Anayasa ve siyasal kurumlarımız, yani rejim üzerine tartışmaların yoğunlaştırıldığı ve yönetim anlayışımızda köklü bir dönüşümün hazırlıklarının Meclis aracılığı ile yapıldığı ve önceki consensus (temel anlaşma) yerine, iktidar etrafında yenisinin inşa edilmeye çalışıldığı bir süreçten geçerken, tüm toplumu birlik olmaya davet eden sözcüklerin ortak adresi "terör karşıtlığı"!... Terörden yana olmak mümkünmüş gibi!...
           
Zaten lanet bir şeyi sürekli lanetliyoruz... Bu lanete karşı toplumsal mutabakat var ama nasıl durdurulacağı konusu belirsiz.
         
Bundan sonra en öncelikli sorunumuz sadece ve sadece terörün durdurulması olmak zorunda.
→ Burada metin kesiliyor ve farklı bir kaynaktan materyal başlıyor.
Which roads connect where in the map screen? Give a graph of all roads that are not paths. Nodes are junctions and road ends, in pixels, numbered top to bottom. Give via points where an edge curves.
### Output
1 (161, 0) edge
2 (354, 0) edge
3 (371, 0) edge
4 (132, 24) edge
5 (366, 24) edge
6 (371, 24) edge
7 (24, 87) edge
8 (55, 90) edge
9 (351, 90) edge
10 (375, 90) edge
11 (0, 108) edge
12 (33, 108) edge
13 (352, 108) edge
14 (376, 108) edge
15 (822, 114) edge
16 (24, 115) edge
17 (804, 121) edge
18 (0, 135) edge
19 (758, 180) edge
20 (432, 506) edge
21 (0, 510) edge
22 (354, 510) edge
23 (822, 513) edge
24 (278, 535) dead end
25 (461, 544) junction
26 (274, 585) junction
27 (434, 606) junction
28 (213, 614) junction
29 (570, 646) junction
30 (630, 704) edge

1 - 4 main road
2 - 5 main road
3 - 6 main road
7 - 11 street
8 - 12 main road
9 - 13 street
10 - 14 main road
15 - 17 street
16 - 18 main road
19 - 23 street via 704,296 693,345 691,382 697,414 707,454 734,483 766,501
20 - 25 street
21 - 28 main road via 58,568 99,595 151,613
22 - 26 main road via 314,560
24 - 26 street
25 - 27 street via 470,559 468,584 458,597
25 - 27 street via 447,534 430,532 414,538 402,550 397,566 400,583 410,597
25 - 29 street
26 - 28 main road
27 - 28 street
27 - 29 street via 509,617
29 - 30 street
Meclis'e düşen en büyük ve acil görev budur.
          
Kısa süre önce, sosyal medyaya düşen şu ifadede özetlenen; "Neden hiç İzmir'de patlama olmuyor?... yoksa  gavur gavura rahat rahat yaşıyorlar mı?" sözcükleriyle aktarılan düşmanlık ve hedef gösterme cesareti akıl alır gibi değil.  
         
Doğup büyüdüğüm güzel kente, aklı, bilimi, laikliği, demokrasiyi, hukuku, özgürlüğü, kısaca Cumhuriyet değerlerini özümseyerek yaşam biçimi olarak kabul ettiği için "gavur" damgasını vuran ve nefret anlayışlarını yıllardır çoğaltanların veballeri çok büyük; öyle ki, teröre karşı olma noktasında bile birlikte olmaya karşı köklü kırılmalar yaratılmış.
           
Bilinmelidir ki, hedef İzmir'den ibaret değil; buradan birilerinin TV ekranlarından gavurluk üzerinden tartışma yürütmesine tahammül edemeyecek kadar üzgünüz. İzmir düşmana ilk kurşunun sıkıldığı kenttir. Bundan böyle terörün kurşunlandığı kent olarak anılacaktır; terörü bitirmek için mücadelenin azim ve kararlılıkla sürdürüleceğinin mesajı bir kez daha güçlü bir şekilde verilmiştir.  
           
İzmir adliyesinin tüm çalışanları başta olmak üzere, hukuk camiamıza, emniyet teşkilatımıza ve adliye civarında olan herkese ve de İzmir'imize büyük geçmiş olsun. Canlarını ortaya koyarak felaketin büyümesini önleyen kahraman şehidimiz Fethi Sekin ve zabıt katibimiz Musa Can'a rahmet; ailelerine, yakınlarına, çalışma arkadaşlarına, tüm sevenlerine başsağlığı ve sabırlar; hastanedeki yaralılarımıza acil şifalar diliyorum.
          
Üst üste yaşanan terör eylemler nedeniyle ülkece üzüntümüz, acımız çok derin. Kayıp ve yaralılarımıza yüreklerimiz yanıyor.
          
Teröristlere kurşun sıkarak şehit düşen polisimizin yürekliliği ve cesareti direnişimizin gücü, İzmir bu direnişin simgesi olacaktır!... İzmir, tüm Türkiye'nin duygularına tercüman oldu ve "yılmayacağız" mesajını sadece sözle değil, yürekli direnişle verdi!...
          
Sonsuza kadar rahmet ve minnet duygularımız ile anacağımız tüm şehitlerimizin aziz ruhları şad olsun!...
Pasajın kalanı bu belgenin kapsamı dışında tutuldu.